Exercise prompt: The required answer is each line in the entries below where "Moorweg" occurs.
━━━ Recorded data
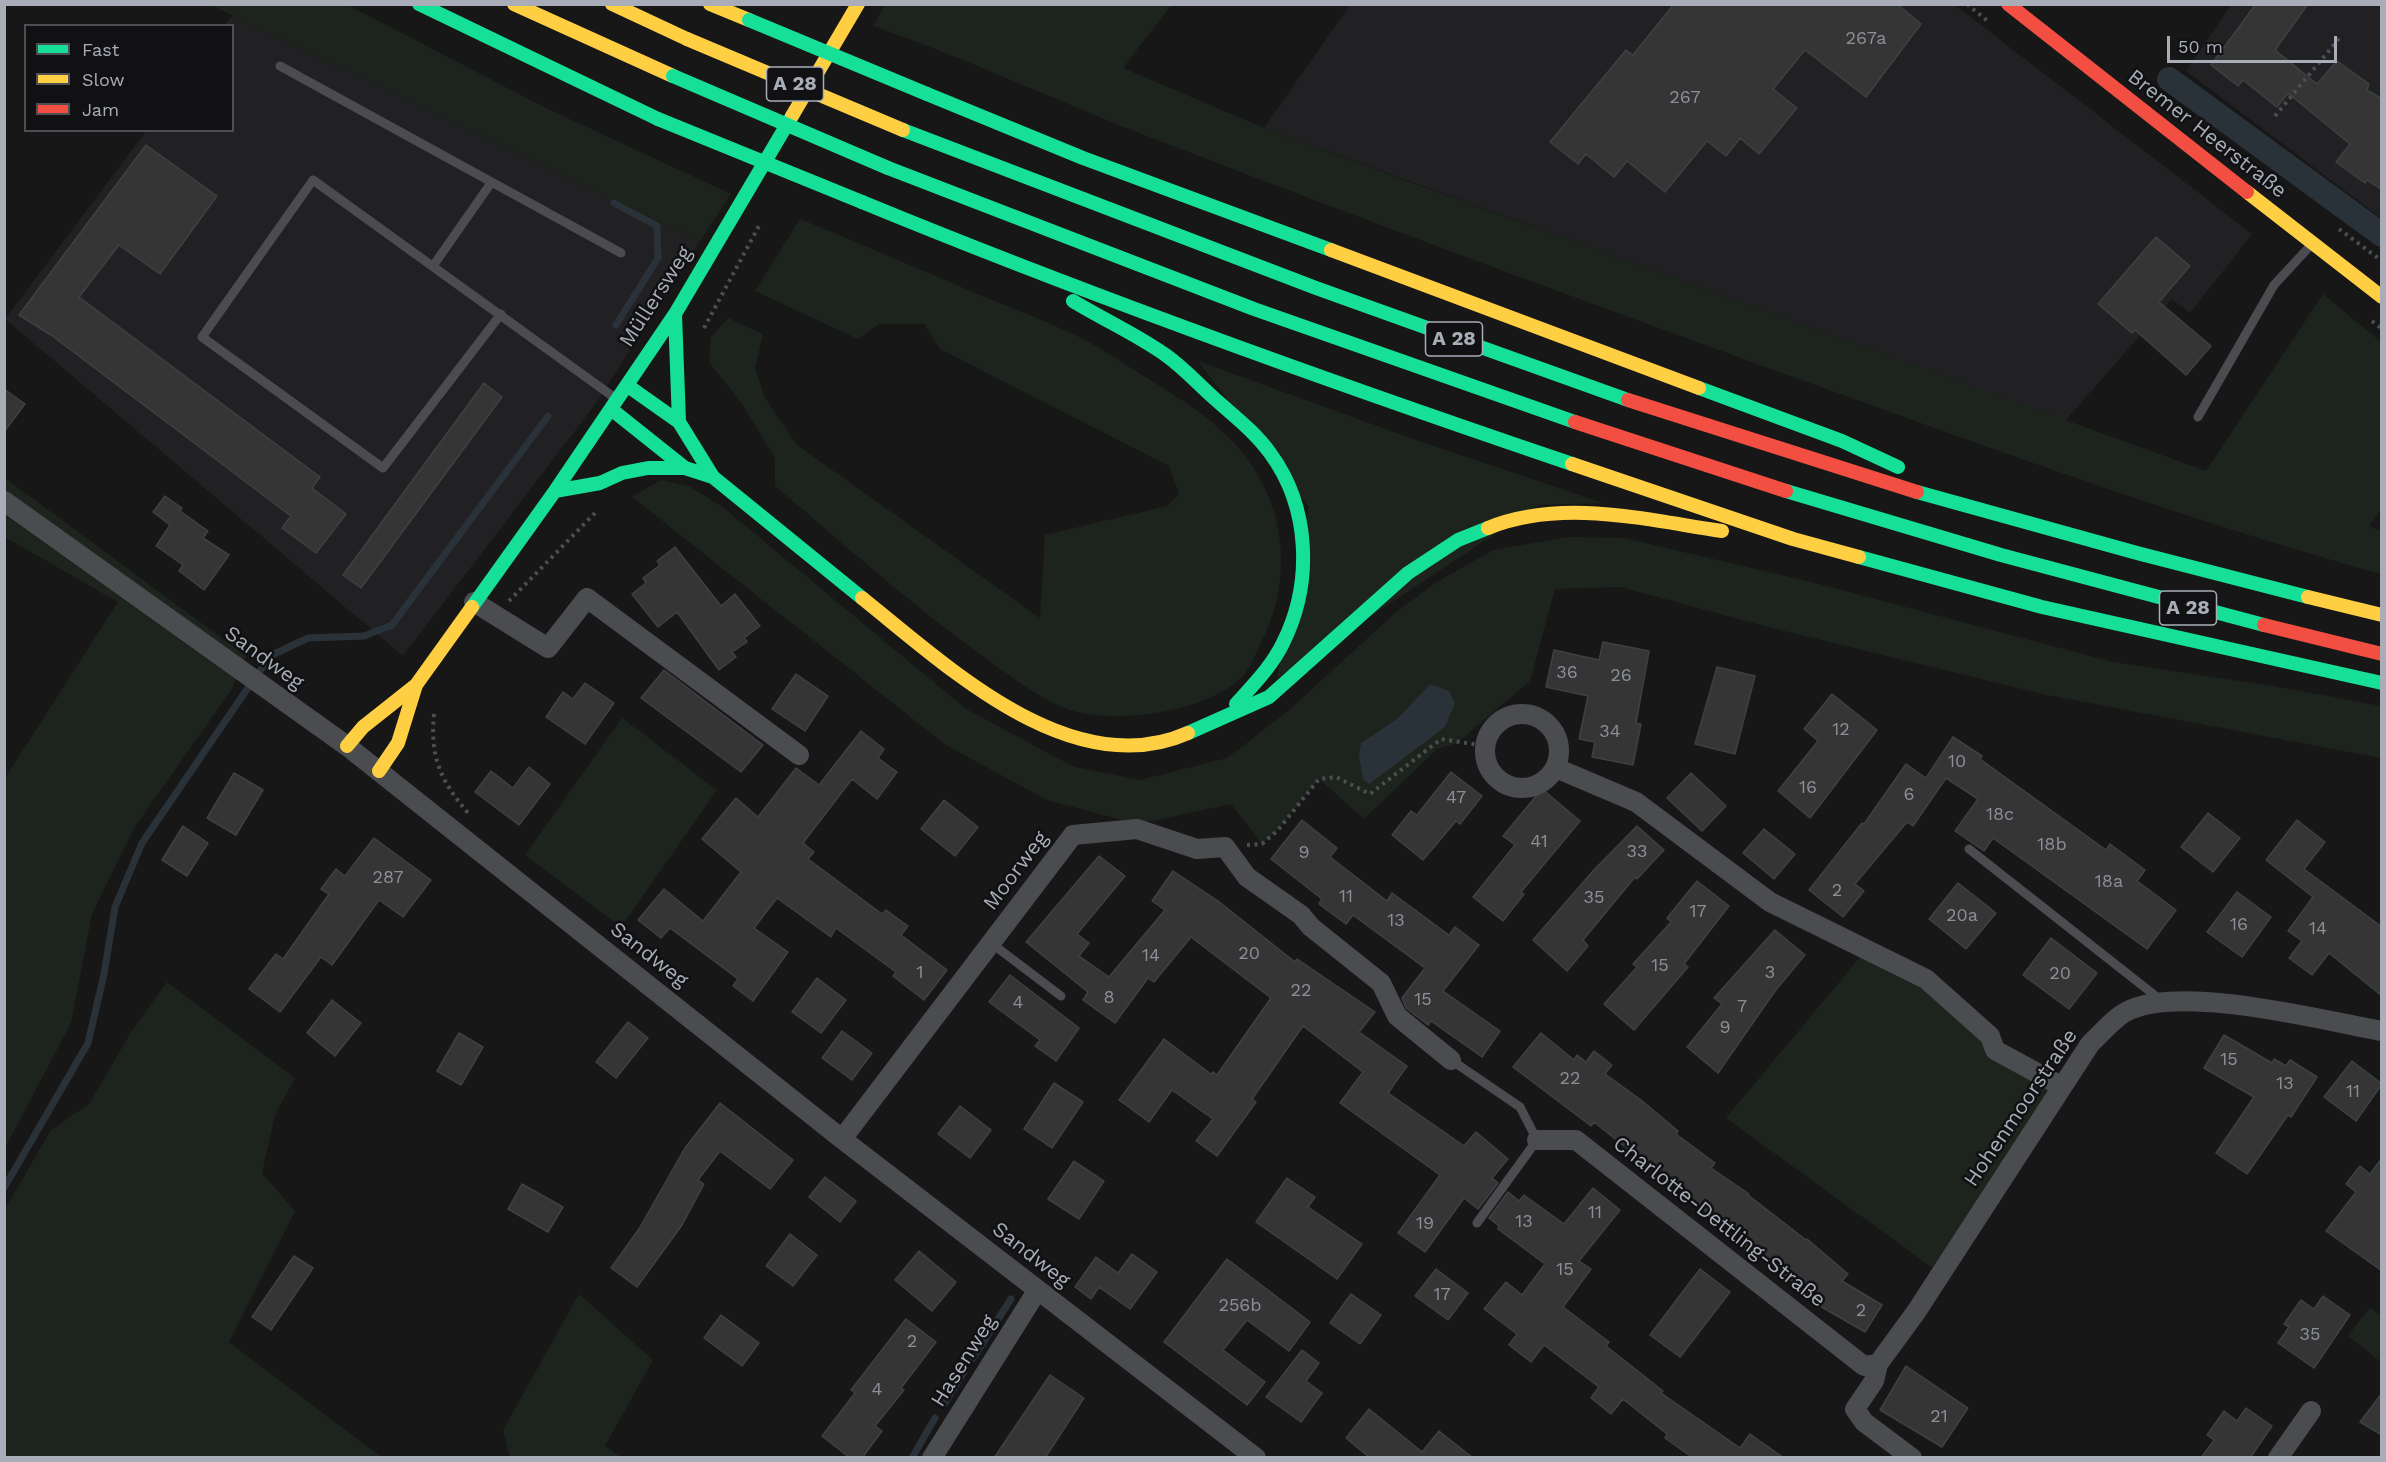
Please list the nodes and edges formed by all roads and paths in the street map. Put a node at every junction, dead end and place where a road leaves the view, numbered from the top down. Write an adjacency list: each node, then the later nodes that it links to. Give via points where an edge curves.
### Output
1 (419, 4): 14 (main road, bridge, via 658,119)
2 (514, 4): 32 (main road, A 28, bridge, via 888,168 1254,310 1486,394 1722,472 2209,614)
3 (612, 4): 28 (main road, A 28, bridge, via 903,130 1269,273 1735,436)
4 (710, 4): 23 (main road, bridge, via 1083,159 1842,441)
5 (858, 4): 17 (main road, Müllersweg)
6 (2018, 8): 11 (main road, Bremer Heerstraße)
7 (2342, 35): 9 (path)
8 (280, 66): 10 (lane)
9 (2274, 116)
10 (491, 183): 12 (lane); 13 (lane)
11 (2313, 243): 15 (main road, Bremer Heerstraße); 20 (lane, via 2274,285)
12 (621, 254)
13 (434, 266): 16 (lane); 16 (lane, via 313,180 202,337 383,468)
14 (1017, 266): 29 (main road, via 1338,385); 35 (main road, via 1165,355 1237,418 1270,454 1288,484 1301,519 1304,563 1299,600 1283,643 1261,676)
15 (2381, 295)
16 (501, 314): 19 (lane)
17 (675, 314): 18 (main road, Müllersweg); 21 (main road)
18 (628, 386): 19 (main road, Müllersweg); 21 (main road)
19 (614, 405): 22 (main road); 26 (main road, Müllersweg)
20 (2198, 417)
21 (679, 422): 24 (main road)
22 (685, 468): 24 (main road); 26 (main road, via 648,468 600,483)
23 (1906, 471)
24 (713, 477): 35 (main road, via 957,674 1030,721 1085,740 1115,744 1181,736)
25 (1928, 480): 28 (main road)
26 (555, 491): 30 (main road, Müllersweg)
27 (4, 501): 36 (street, Sandweg)
28 (2015, 519): 31 (main road, A 28, via 2240,581)
29 (1793, 539): 33 (main road, via 2042,607); 35 (main road, via 1602,513 1533,515 1502,522 1458,540 1408,573 1269,697)
30 (474, 602): 34 (main road, Müllersweg); 38 (street, via 548,648 587,598)
31 (2382, 615)
32 (2382, 654)
33 (2382, 683)
34 (416, 685): 36 (main road, Müllersweg, via 363,727); 40 (main road, Müllersweg, via 398,743)
35 (1225, 717)
36 (347, 746): 40 (street, Sandweg)
37 (1485, 746): 39 (street, via 1490,770 1509,786 1536,786); 39 (street, via 1488,735 1505,718 1516,714 1539,717 1556,734); 41 (path, via 1441,739 1370,794 1336,777 1319,779 1262,844)
38 (799, 755)
39 (1556, 768): 48 (street, via 1636,802 1770,902 1926,979 1990,1036 1995,1050)
40 (379, 771): 49 (street, Sandweg)
41 (1226, 847): 43 (street, Moorweg, via 1197,849 1137,829 1073,835); 47 (street, via 1247,877 1301,915 1381,983 1397,1016)
42 (1969, 849): 45 (lane)
43 (991, 943): 44 (lane); 49 (street, Moorweg)
44 (1061, 996)
45 (2163, 1002): 46 (street, Hohenmoorstraße, via 2244,1006); 48 (street, Hohenmoorstraße, via 2132,1009 2115,1020 2090,1044)
46 (2382, 1031)
47 (1451, 1060): 50 (lane, via 1520,1107)
48 (2061, 1086): 53 (street, Hohenmoorstraße, via 1916,1312)
49 (842, 1139): 52 (street, Sandweg)
50 (1537, 1140): 51 (lane); 53 (street, Charlotte-Dettling-Straße, via 1576,1140)
51 (1477, 1223)
52 (1036, 1291): 55 (street, Hasenweg); 56 (street, Sandweg)
53 (1871, 1365): 57 (street, Hohenmoorstraße, via 1874,1381 1856,1409 1864,1422)
54 (2311, 1411): 58 (street)
55 (932, 1458)
56 (1256, 1458)
57 (1912, 1458)
58 (2278, 1458)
━━━━━━
Task response:
41 (1226, 847): 43 (street, Moorweg, via 1197,849 1137,829 1073,835); 47 (street, via 1247,877 1301,915 1381,983 1397,1016)
43 (991, 943): 44 (lane); 49 (street, Moorweg)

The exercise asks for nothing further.